Here's some functions that use function and argument names to define the DAG as described above.

mtcars_data <- function(cyls) mtcars[mtcars$cyl %in% cyls, ]

horsepower <- function(mtcars_data) mtcars_data$hp

weight <- function(mtcars_data) mtcars_data$wt

power_to_weight <- function(horsepower, weight) horsepower / weight

To actually solve the connections between functions, we can recurse through functions and their arguments, putting calls to those functions in a new child environment and returning that child environment.

solve_dataflow <- function(fun_name, envir = rlang::caller_env()) {
  ## setup a child environment in which we can define how to call
  ## functions (with the parent env defining those functions)
  env_plan <- new_environment(parent = envir)

  ## we need to be able to tell if a given name corresponds to a
  ## function we know about
  is_function <- function(name) {
    name %in% lsf.str(envir)
  }

  ## get previously defined function names from our environment to be used as
  ## argument to dependent functions
  formals_from_plan <- function(formals_names) {
    if (!is.null(formals_names)) {
      env_get_list(env_plan, formals_names)
    } else {
      list()
    }
  }

  ## we need to recurse (starting from function `fun_name`) down all the
  ## function arguments, replacing argument names with calls to corresponding
  ## functions (if so defined)
  recur <- function(sym_name) {
    if (is_function(sym_name)) {
      formals_names <- fn_fmls_names(as_function(sym_name, envir))

      # arguments to this function that aren't in the planning environment
      unresolved <- setdiff(formals_names, env_names(env_plan))

      # make sure all arguments are resolved to a call or symbol
      purrr::walk(unresolved, recur)

      ## "install" in the env_plan environment a name whose value is how to call
      ## the function corresponding to that name
      env_bind(
        env_plan,
        !!sym_name := call2(sym_name, !!!formals_from_plan(formals_names))
      )
    } else {
      # its just a symbol
      env_bind(env_plan, !!sym_name := sym(sym_name))
    }
  }
  recur(fun_name)

  ## return the new environment
  env_plan
}

"Solving" the DAG makes the connections between functions and arguments. Note how function names have been replace by calls to those functions, and its arguments replaced with calls to calculate that function argument.

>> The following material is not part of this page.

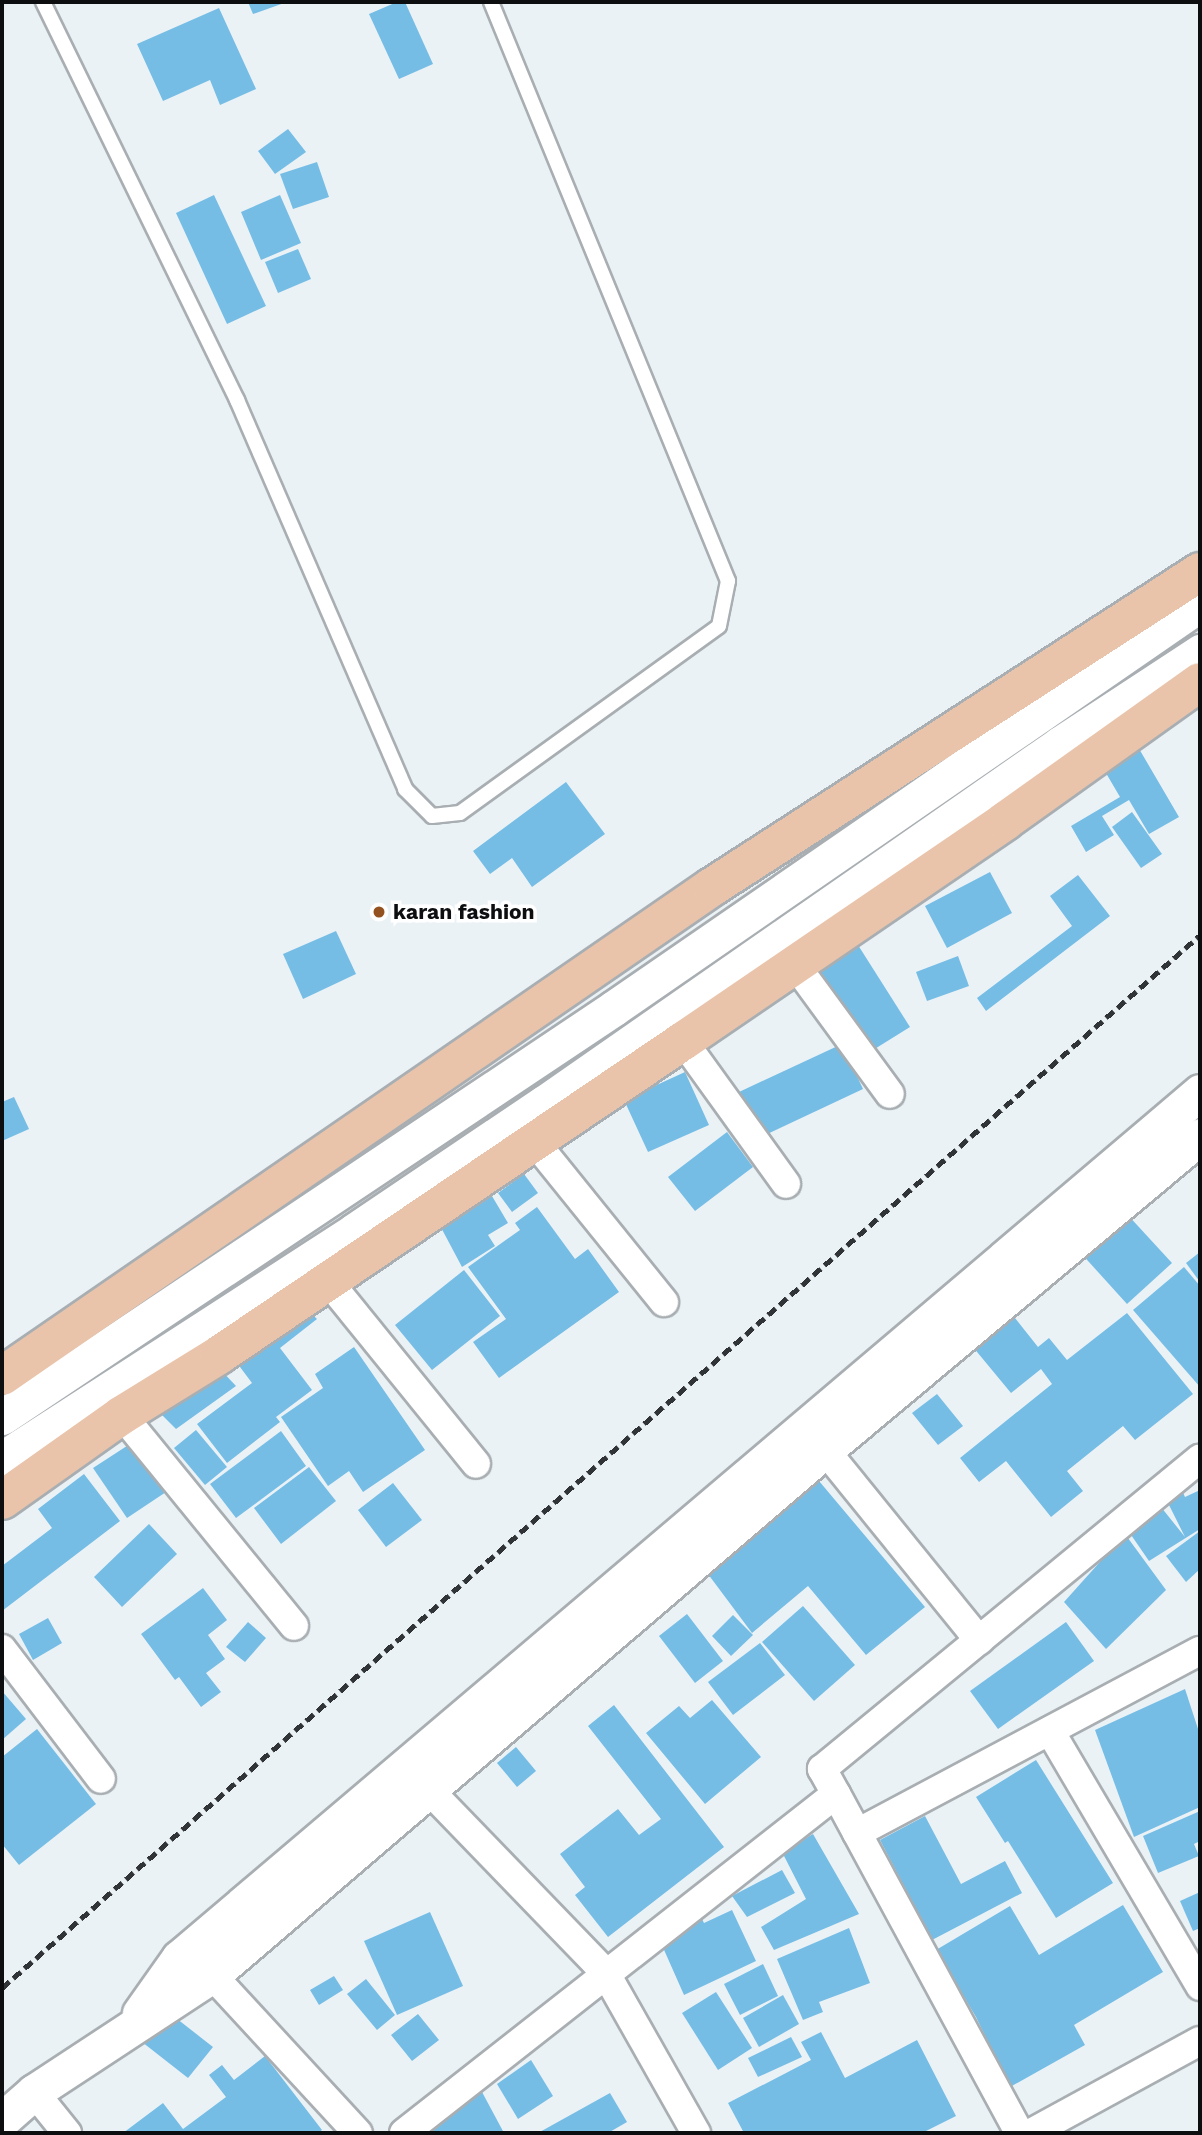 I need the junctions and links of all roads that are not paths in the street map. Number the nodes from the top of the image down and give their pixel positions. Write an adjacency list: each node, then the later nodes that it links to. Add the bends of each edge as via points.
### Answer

execution_plan <- solve_dataflow("power_to_weight")
lobstr::tree(execution_plan)

<environment: 0xaaab03b3ef40>
├─weight: <language> weight(mtcars_data = mtcars_data(cyls = cyls))
├─power_to_weight: <language> power_to_weight(horsepower = horsepower(mtcars_data = mtcars_data(cyls = cyls)), power_to_weight: <language>     weight = weight(mtcars_data = mtcars_data(cyls = cyls)))
├─cyls: <symbol> cyls
├─horsepower: <language> horsepower(mtcars_data = mtcars_data(cyls = cyls))
└─mtcars_data: <language> mtcars_data(cyls = cyls)

Viewing the AST of function calls demonstrates the order in which function calls will happen (with █ indicating a function call).

lobstr::ast(!!execution_plan$power_to_weight)

█─power_to_weight 
├─horsepower = █─horsepower 
│              └─mtcars_data = █─mtcars_data 
│                              └─cyls = cyls 
└─weight = █─weight 
           └─mtcars_data = █─mtcars_data 
                           └─cyls = cyls

Note that since none of these functions are defined in the execution_plan environment, their actual implementations will be looked up in the parent of execution_plan.

eval ing the tree of calls enables a final calculation, defining any symbols that aren't function calls (e.g. cyls here).

eval(execution_plan$power_to_weight, list(cyls = 4))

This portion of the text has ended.